UC Davis Air Quality Group Reports on Local and Global Implications

A University of California, Davis, nuclear physicist reports finding a surprising quantity of fine salt in atmospheric samples gathered above burning Kuwaiti oil wells, which may implicate the fires as a strong suspect in this year's especially heavy rains and tragic flooding in the Philippines and China. Thomas Cahill, director of the Air Quality Group at Crocker Nuclear Laboratory, will discuss this and other elemental features of the smoke at the American Geophysical Union's fall meeting in San Francisco on Tuesday morning, Dec. 10, during a symposium on the atmospheric effects of the Kuwaiti oil fires.

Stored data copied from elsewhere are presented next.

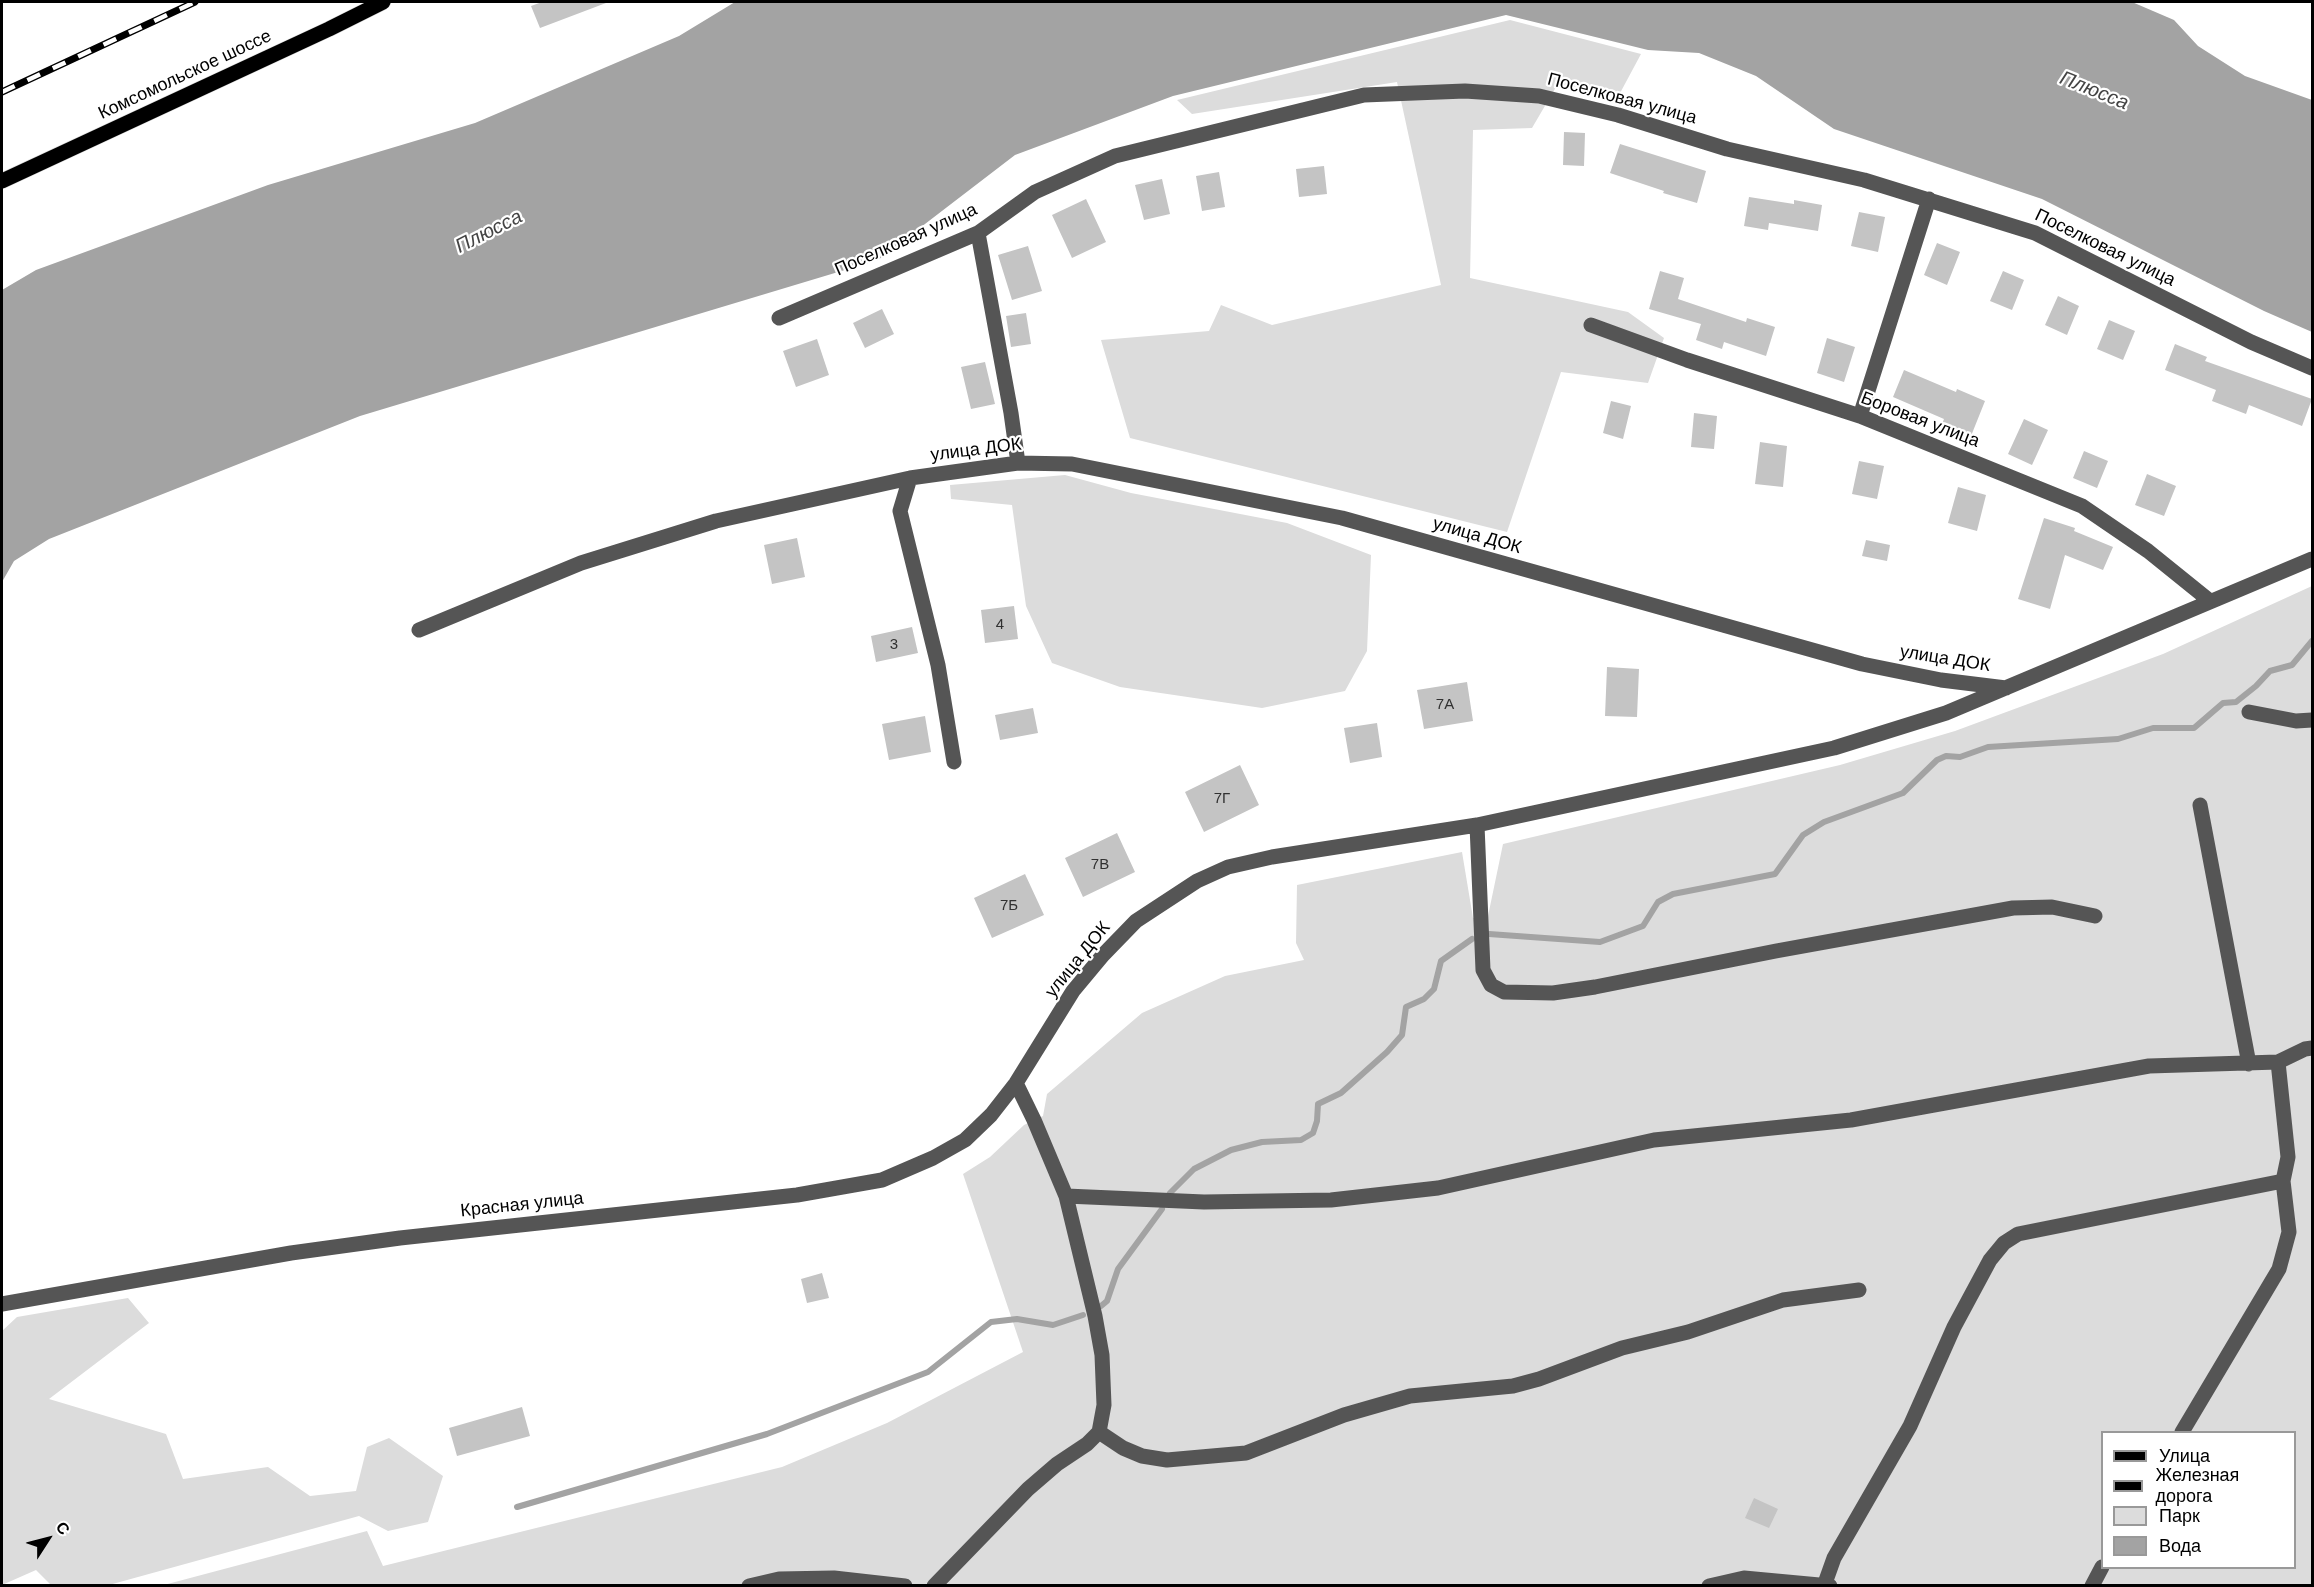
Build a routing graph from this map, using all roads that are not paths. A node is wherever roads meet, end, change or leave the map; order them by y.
1 (383, 2) edge
2 (2, 181) edge
3 (1929, 199) junction
4 (978, 233) junction
5 (779, 318) dead end
6 (1591, 325) dead end
7 (2313, 368) edge
8 (1860, 416) junction
9 (1018, 463) junction
10 (910, 478) junction
11 (2313, 560) edge
12 (2210, 601) junction
13 (418, 630) dead end
14 (2009, 688) junction
15 (2249, 712) dead end
16 (2313, 720) edge
17 (954, 762) dead end
18 (2200, 805) dead end
19 (1477, 825) junction
20 (2095, 916) dead end
21 (2313, 1048) edge
22 (2278, 1062) junction
23 (2249, 1064) junction
24 (1016, 1083) junction
25 (2283, 1181) junction
26 (1066, 1196) junction
27 (1859, 1290) dead end
28 (2, 1304) edge
29 (2183, 1431) edge
30 (1099, 1432) junction
31 (2102, 1569) edge
32 (1826, 1585) edge
33 (749, 1586) edge
34 (905, 1586) edge
35 (934, 1586) edge
36 (1708, 1586) edge
37 (2092, 1586) edge

1 - 2 main road, Комсомольское шоссе
3 - 4 street, Поселковая улица
3 - 7 street, Поселковая улица
3 - 8 street
4 - 5 street, Поселковая улица
4 - 9 street
6 - 8 street, Боровая улица
8 - 12 street, Боровая улица
9 - 10 street, улица ДОК
9 - 14 street, улица ДОК
10 - 13 street, улица ДОК
10 - 17 street
11 - 12 street
12 - 14 street
14 - 19 street, улица ДОК
15 - 16 street
18 - 23 street
19 - 20 street
19 - 24 street, улица ДОК
21 - 22 street
22 - 23 street
22 - 25 street
23 - 26 street
24 - 26 street
24 - 28 street, Красная улица
25 - 29 street
25 - 32 street
26 - 30 street
27 - 30 street
30 - 35 street
31 - 37 street
32 - 36 street
33 - 34 street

In addition to the salty oil field brine apparently steaming up with the smoke, the analysis revealed higher levels of biologically dangerous metals than some experts had predicted. "We estimate that the smoke deposited well over 1,000 tons of fine vanadium particles and 500 tons of nickel on the desert and in the gulf around Kuwait," Cahill says. "It means a lot of toxic materials could enter the biosphere and cause concern for years regarding milk, crops and fish." Other toxic elements were present in relatively low concentrations, Cahill reports. However, the concentration of sulphates in the samples were often as high as typical levels found in the eastern United States. Some of Cahill's data was presented recently at the Fourth Chemical Congress of North America. To develop an elemental "fingerprint" of Kuwaiti smoke, Cahill and his colleagues measured the chemical elements of the crude oil from eight Kuwaiti oil fields, as well as the oil's byproducts when ignited in their laboratory. Atmospheric smoke was analyzed using the same equipment and techniques adapted from nuclear physics. The sodium chloride was found only in the samples gathered in the air above Kuwait.